- Title card
- Directed by: P. Jayadevi
- Screenplay by: P. Jayadevi
- Based on: Sotthupattalam by S. Samuthiram
- Produced by: N. Pandiyan
- Starring: Ranjini; Madhuri; Disco Shanti;
- Cinematography: V. Prabhakararan
- Edited by: Chakrapani
- Music by: Shyam
- Production company: Liberty Films
- Release date: December 1987;
- Country: India
- Language: Tamil

= Paasam Oru Vesham =

Paasam Oru Vesham (/veɪʃəm/ ) is a 1987 Indian Tamil-language film directed and co-written by P. Jayadevi. It is based on the novel Sotthupattalam by S. Samuthiram. The film stars Ranjini, Madhuri and Disco Shanti.
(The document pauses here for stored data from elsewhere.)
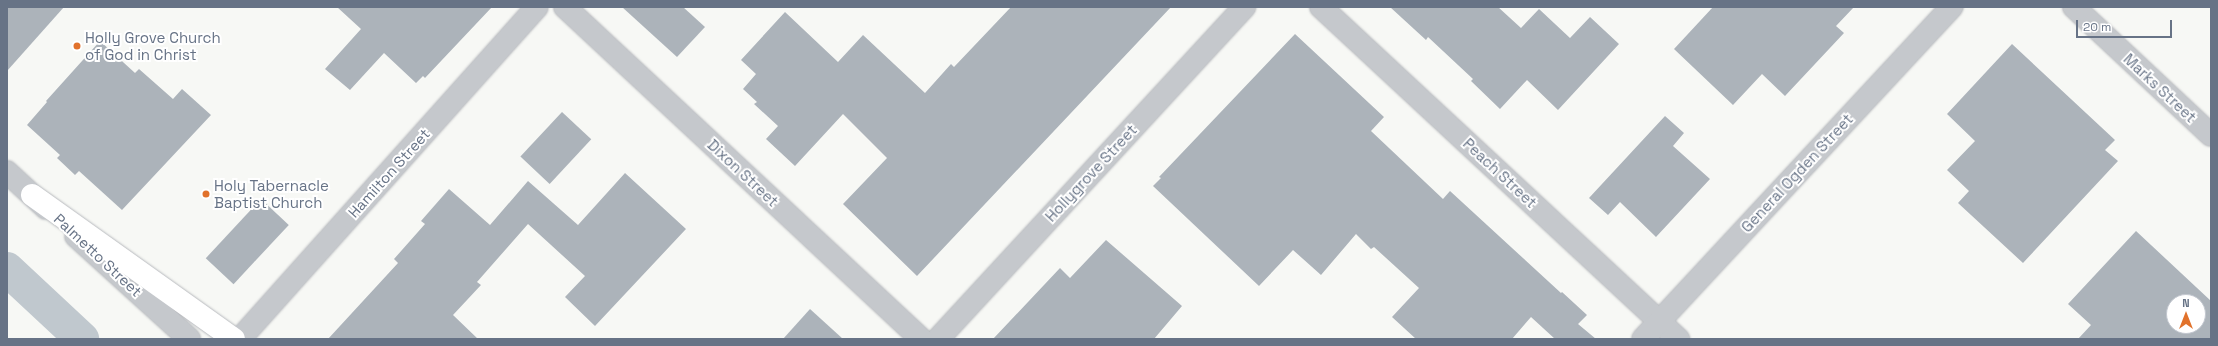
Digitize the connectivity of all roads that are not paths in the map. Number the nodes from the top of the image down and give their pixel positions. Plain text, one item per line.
1 (538, 7) edge
2 (564, 7) edge
3 (1244, 7) edge
4 (1321, 7) edge
5 (1952, 7) edge
6 (2074, 7) edge
7 (2211, 136) edge
8 (7, 172) edge
9 (32, 195) junction
10 (1660, 322) junction
11 (188, 339) edge
12 (234, 339) edge
13 (240, 339) edge
14 (921, 339) edge
15 (938, 339) edge
16 (1643, 339) edge
17 (1678, 339) edge

1 - 13 street, Hamilton Street
2 - 14 street, Dixon Street
3 - 15 street, Hollygrove Street
4 - 10 street, Peach Street
5 - 10 street, General Ogden Street
6 - 7 street, Marks Street
8 - 9 street, Palmetto Street
9 - 11 street, Palmetto Street
9 - 12 highway
10 - 16 street, General Ogden Street
10 - 17 street, Peach Street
It was released in December 1987.

== Production ==
Paasam Oru Vesham is based on the novel Sotthupattalam. S. Samuthiram, who wrote the novel, wrote the film adaptation's dialogues, while the director Jayadevi wrote the screenplay. Filming was completed in five days.

== Soundtrack ==
The music was composed by Shyam, with lyrics by Vairamuthu.

Track listing
| No. | Title | Length |
|---|---|---|

== Critical reception ==
The Indian Express wrote that Thyagu "has the makings of a good comedian. Samuthiram's dialogues sometimes acquire a cutting edge. The camera work lacks lustre: the perils of indiscriminate available light photography".